Collected data:
*****
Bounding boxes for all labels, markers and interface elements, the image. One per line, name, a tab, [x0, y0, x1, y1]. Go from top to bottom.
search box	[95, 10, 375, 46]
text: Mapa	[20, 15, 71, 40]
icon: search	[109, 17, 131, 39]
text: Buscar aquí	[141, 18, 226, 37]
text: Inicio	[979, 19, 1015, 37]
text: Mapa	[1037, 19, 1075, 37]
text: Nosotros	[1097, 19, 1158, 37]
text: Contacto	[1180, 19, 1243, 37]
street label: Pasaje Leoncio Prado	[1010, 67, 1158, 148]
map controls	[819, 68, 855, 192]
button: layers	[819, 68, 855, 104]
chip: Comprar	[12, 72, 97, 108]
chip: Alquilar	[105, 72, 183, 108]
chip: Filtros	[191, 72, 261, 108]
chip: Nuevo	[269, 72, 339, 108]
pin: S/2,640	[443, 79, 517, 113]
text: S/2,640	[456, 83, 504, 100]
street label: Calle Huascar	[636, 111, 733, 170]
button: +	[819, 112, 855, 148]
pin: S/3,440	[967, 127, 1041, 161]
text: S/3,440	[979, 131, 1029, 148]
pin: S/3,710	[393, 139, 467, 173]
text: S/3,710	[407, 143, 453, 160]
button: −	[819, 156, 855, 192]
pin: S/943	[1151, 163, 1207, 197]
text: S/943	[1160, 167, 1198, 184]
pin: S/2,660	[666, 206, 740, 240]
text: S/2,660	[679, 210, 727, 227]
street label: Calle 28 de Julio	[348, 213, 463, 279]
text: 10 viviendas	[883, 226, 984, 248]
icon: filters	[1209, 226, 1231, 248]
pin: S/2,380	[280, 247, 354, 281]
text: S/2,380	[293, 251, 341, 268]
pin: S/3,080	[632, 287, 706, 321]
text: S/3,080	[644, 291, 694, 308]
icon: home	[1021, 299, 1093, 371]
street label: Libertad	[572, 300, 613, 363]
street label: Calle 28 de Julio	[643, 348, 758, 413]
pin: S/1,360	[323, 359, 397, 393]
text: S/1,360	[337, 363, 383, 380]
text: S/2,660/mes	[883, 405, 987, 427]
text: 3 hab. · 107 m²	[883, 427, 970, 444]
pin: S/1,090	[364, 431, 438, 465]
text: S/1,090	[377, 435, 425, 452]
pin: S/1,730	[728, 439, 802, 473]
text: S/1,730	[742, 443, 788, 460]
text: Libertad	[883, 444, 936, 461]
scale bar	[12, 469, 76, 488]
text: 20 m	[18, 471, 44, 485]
*****
_Exercise brief:_
Once the lines of the entries containing the word "icon" have been counted, report the number alone.

_Exercise solution:_
3